Vor oder nach Ihrem Grafikdesign-Studium müssen Sie ein Portfolio zusammenstellen. Ihre Arbeitsproben dienen der Eigenvermarktung sowie der Kundenakquise, außerdem können Sie so potenzielle Arbeitgeber überzeugen. Besonders Freiberufler sollten sich Zeit nehmen, um sich selbst und ihre bisherige Arbeit in aussagekräftiger Weise zu präsentieren.

Typografie ist ein Kernelement des Grafikdesigners.
Typografie ist ein Kernelement des Grafikdesigners. © BrandtMarke / Pixelio

Bewerbungsmappe für das Grafikdesign-Studium zusammenstellen

Wenn Sie sich für ein Grafikdesign-Studium bewerben, müssen Sie bereits einige Proben Ihrer Kreativität zeigen. Hierbei zählt nicht die Technik, sondern ein konzeptionelles Vorgehen.

  • Imitieren Sie nicht andere Künstler, sondern werden selbst kreativ. Design ist ein kreativer Beruf, bei dem es stark auf Individualität ankommt. Setzen Sie sich von der Konkurrenz ab, indem Sie in Ihren Arbeiten Ihre Persönlichkeit hervorscheinen lassen. Entwickeln Sie einen eigenen Stil und bleiben Sie diesem treu.
  • Wenn Sie eine Bewerbungsmappe anlegen, ist ein roter Faden und ein Konzept sehr wichtig. Stellen Sie einige oder alle Arbeiten unter ein bestimmtes Thema oder stellen Sie die Arbeitsproben in einen größeren Zusammenhang.
  • Wenn Sie sehr unsicher sind, besuchen Sie Mappenkurse. Noch besser: Lassen Sie sich von ehemaligen Studenten beraten, diese wissen am besten, welche Kriterien für die Lehrkräfte wichtig sind. Lassen Sie sich von erfolgreichen Mappen inspirieren, ahmen Sie diese aber nicht nach.
  • Integrieren Sie Zeichnungen, Gemälde und grafische Arbeiten. Zeichnen Sie Stillleben, Selbstporträts oder andere interessante Motive. Entwerfen Sie Plakate für fiktive Werbekampagnen oder Schrifttypen. Besonders wichtig im Grafikdesign-Studium ist die Typografie. Entwickeln Sie selbst einige Schriftelemente, benutzen Sie aber keine bereits vorhandenen Systemschriften.

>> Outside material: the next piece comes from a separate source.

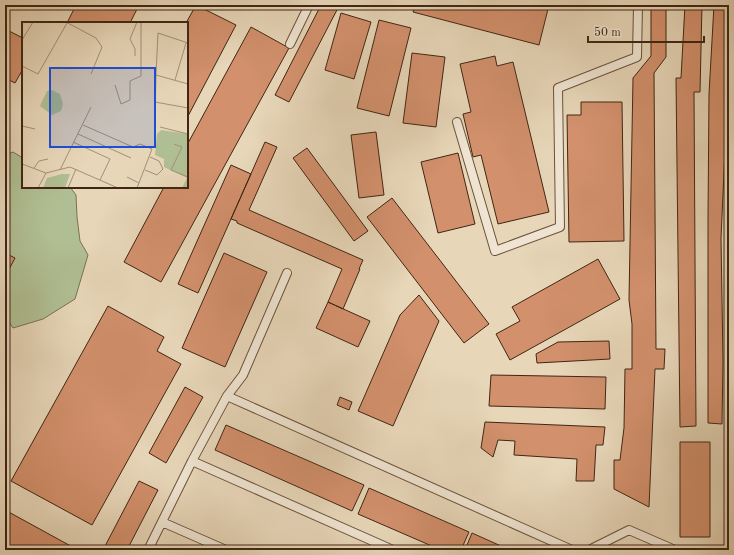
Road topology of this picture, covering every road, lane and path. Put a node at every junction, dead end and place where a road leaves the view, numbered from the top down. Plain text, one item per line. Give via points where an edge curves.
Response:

Portfolio - überzeugen Sie potenzielle Kunden und Arbeitgeber

Wenn Sie sich nach erfolgreich abgeschlossenem Studium auf eine feste Arbeitsstelle bewerben wollen, oder als Selbstständiger neue Kunden suchen, benötigen Sie ebenfalls ein Portfolio. Dieses müssen Sie aber etwas anders gestalten als eine Bewerbungsmappe.

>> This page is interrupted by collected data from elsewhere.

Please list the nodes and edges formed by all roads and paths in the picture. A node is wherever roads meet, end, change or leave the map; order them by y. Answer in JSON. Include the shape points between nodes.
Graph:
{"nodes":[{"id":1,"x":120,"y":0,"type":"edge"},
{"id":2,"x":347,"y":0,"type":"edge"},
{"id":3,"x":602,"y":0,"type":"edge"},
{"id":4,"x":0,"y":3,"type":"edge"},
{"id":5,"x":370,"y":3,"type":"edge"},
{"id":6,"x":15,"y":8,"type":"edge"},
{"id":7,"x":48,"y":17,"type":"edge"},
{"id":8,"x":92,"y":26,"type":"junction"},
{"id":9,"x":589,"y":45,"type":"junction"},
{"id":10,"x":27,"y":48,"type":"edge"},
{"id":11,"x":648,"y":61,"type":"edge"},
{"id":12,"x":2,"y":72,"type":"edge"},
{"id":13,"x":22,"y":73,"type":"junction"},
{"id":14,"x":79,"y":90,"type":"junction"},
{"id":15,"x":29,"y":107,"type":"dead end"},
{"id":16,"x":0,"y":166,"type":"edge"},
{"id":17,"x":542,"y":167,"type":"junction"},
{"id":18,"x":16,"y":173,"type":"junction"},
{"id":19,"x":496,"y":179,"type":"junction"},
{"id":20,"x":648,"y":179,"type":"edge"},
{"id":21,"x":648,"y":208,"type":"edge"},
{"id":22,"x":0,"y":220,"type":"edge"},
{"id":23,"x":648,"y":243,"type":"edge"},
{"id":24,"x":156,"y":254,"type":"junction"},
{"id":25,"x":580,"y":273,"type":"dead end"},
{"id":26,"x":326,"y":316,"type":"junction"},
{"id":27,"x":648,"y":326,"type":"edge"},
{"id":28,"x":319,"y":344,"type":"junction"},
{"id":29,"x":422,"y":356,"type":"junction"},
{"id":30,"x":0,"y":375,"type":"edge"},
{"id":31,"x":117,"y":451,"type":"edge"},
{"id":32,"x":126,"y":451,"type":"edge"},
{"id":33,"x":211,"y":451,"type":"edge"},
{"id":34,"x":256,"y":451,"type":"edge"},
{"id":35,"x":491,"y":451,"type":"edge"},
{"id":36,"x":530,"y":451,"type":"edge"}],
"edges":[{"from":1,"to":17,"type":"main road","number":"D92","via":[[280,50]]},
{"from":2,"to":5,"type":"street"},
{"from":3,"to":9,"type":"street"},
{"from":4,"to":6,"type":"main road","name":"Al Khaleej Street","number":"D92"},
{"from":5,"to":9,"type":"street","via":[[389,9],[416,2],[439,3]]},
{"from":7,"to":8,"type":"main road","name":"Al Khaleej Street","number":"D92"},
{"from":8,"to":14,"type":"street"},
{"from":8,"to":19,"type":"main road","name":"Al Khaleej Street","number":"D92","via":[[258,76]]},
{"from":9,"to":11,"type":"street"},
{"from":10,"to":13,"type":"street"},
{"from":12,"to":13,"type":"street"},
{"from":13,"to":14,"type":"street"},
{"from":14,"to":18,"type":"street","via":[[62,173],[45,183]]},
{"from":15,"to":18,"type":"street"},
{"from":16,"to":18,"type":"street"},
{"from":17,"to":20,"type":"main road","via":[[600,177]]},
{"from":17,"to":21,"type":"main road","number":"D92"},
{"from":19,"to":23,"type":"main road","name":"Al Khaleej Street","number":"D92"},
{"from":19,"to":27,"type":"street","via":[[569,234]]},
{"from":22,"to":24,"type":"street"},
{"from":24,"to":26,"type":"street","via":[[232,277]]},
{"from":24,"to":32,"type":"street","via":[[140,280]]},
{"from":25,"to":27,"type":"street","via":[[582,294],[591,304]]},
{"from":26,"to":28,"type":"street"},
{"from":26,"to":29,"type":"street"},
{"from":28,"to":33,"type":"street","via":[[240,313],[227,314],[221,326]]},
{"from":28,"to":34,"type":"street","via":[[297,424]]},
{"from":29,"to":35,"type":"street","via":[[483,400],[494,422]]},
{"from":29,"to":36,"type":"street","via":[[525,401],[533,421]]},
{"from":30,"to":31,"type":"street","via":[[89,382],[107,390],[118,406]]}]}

  • Für Bewerbungen gilt: Stimmen Sie das Portfolio auf den Arbeitgeber ab. Einige Agenturen legen großen Wert auf technische Raffinesse, bei anderen sind Extravaganz und außergewöhnliche Ideen gefragt, wieder andere verlangen eine möglichst große Bandbreite an Arbeiten.
  • Statt einer Bewerbungsmappe können Sie eine digitale Präsentation am Laptop vorbereiten. Auf diese Weise haben Sie alle Arbeitsproben in digitaler Form vorliegen und können bei Fragen flexibel reagieren. Zusätzlich sollten Sie jedoch auch Proben in physischer Form dabeihaben.
  • Für Freiberufler ist eine Website die beste Methode, ausgewählte Arbeiten zu zeigen. Analysieren Sie hier zunächst Ihre Zielgruppe. Wen wollen Sie ansprechen? Versetzen Sie sich in die Sicht des Kunden.
  • Präsentieren Sie Ihre beste Arbeit auf der Startseite. Bieten Sie jedoch nicht zu viel an, sondern zeigen Ihre Kernkompetenz. Stellen Sie jene Arbeiten vor, mit denen Kunden erfolgreich waren. Integrieren Sie O-Töne, positive Erfahrungswerte verschiedener Testimonials zeigen, dass Sie nicht nur fachlich gut sind, sondern auch kundenorientiert arbeiten können.
  • Machen Sie den Kontakt so einfach wie möglich. E-Mail und Telefonnummer sind ein Muss, außerdem gehören moderne Kommunikationsmethoden (Twitter, Facebook, Xing) auf Ihre Seite. Signalisieren Sie Interesse und die Bereitschaft, mit Kunden zusammenarbeiten, etwa mit "Ich nehme wieder Aufträge an".
  • Wenn Sie noch nicht so viel Material haben, das Sie präsentieren können, sollten Sie so vorgehen: Nehmen Sie einerseits an Design-Wettbwerben teil, so erhalten Sie außerdem wichtige PR. Andererseits fertigen Sie Arbeiten für einen geringeren Lohn an, hier haben Sie die Gelegenheit, gewagter und freier zu arbeiten und Ihre Kreativität auszuloten.

Einen objektiveren Blick auf Ihr Portfolio erhalten Sie, wenn Sie Laien auf Ihre Website schauen lassen.